Jun 24 13:22:28 cliodev kernel: audit(1119633748.940:0): avc:  denied  { read write } for  pid=6442 exe=/usr/sbin/nscd path=socket:[29576] dev=sockfs ino=29576 scontext=root:system_r:nscd_t tcontext=root:system_r:unconfined_t tclass=udp_socket
Jun 24 13:22:28 cliodev kernel: audit(1119633748.940:0): avc:  denied  { read write } for  pid=6442 exe=/usr/sbin/nscd path=/dev/net/tun dev=tmpfs ino=1991 scontext=root:system_r:nscd_t tcontext=system_u:object_r:tun_tap_device_t tclass=chr_file

This happens every time I run vpnc to connect to my VPN.


Version-Release number of selected component (if applicable):


How reproducible:
Always

Steps to Reproduce:
1. run vpnc and connect to my VPN
2. check the logs.
3.
  

Actual Results:  nscd threw the selinux errors and nameservice wasn't flushed or failed.
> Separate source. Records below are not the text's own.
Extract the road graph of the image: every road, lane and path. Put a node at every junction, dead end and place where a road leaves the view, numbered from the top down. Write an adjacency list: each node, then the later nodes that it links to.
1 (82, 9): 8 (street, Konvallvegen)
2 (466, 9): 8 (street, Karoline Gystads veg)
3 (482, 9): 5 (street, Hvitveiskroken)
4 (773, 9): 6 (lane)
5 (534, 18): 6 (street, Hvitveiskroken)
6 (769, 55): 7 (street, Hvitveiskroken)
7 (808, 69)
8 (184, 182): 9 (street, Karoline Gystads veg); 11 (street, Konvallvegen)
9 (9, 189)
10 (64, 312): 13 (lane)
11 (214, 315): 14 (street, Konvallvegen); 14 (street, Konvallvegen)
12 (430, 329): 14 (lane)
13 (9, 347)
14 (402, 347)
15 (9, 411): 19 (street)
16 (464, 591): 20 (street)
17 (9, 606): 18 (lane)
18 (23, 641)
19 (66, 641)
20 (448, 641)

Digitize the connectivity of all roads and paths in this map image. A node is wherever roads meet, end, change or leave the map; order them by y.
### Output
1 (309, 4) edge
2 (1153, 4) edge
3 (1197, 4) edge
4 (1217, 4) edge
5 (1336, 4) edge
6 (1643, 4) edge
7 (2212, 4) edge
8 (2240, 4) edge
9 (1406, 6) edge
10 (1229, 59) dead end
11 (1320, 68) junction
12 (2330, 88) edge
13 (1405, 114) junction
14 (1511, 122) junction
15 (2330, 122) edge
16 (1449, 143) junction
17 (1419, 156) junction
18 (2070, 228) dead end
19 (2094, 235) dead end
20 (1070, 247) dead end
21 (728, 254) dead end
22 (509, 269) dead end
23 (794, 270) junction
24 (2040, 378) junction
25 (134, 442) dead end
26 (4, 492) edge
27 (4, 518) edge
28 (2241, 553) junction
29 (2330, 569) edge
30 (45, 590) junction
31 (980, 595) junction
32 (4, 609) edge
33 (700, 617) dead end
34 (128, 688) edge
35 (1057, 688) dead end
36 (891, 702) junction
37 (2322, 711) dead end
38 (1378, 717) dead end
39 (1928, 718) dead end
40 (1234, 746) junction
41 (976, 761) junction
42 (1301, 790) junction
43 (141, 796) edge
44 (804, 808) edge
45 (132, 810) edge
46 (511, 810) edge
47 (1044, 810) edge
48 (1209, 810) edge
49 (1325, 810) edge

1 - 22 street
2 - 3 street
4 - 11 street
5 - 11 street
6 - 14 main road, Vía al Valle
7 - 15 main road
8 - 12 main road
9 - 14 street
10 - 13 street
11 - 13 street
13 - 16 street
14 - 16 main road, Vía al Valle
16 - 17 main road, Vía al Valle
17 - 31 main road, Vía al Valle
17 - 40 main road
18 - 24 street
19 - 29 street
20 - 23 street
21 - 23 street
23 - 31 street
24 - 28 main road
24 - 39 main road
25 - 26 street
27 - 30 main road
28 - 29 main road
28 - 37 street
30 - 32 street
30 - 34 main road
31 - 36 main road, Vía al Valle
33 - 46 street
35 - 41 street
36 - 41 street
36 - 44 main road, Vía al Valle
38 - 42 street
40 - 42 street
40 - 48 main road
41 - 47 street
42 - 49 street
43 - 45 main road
Expected Results:  nscd should be allowed to talk over the tunnel device.

Additional info:
Comment 1 Nalin Dahyabhai 2005-07-05 14:51:06 UTC 
Which version of vpnc are you using?  Is nscd's init script being called with
"restart" or "reload"?  If it's "restart", is vpnc passing these descriptors to
the init script?
Comment 2 Derek Atkins 2005-07-05 14:59:53 UTC 
vpnc-0.3.2-3

As far as I can tell the vpnc code (vpnc-connect) is not calling the nscd init
script, but just calling "ncsd -i hosts" directly.  According to the manpage
that is supposed to invalidate the hosts cache.

I did (once, not sure how to repeat it) get nscd into a state where I couldn't
reload from the initscript because of selinux failures.   But I haven't been
able to reproduce that one so I didn't really want to talk about it.
Comment 3 Daniel Walsh 2005-07-11 17:31:21 UTC 
Fixed in  selinux-policy-targeted-1.25.1-7
Comment 4 Derek Atkins 2005-07-11 22:39:38 UTC 
Thank you, Daniel.  Any chance the fix can be backported to FC3?